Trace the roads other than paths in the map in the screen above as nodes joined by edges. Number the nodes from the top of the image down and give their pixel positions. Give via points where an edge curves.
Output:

...

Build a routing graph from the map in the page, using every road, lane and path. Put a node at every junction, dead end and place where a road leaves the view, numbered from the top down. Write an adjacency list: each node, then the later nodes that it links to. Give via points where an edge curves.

§ **EXERCISE GOAL**:
Say how many lines of the preceding data include the word "curves". The number is the whole answer.

§ **TASK ANSWER**:
2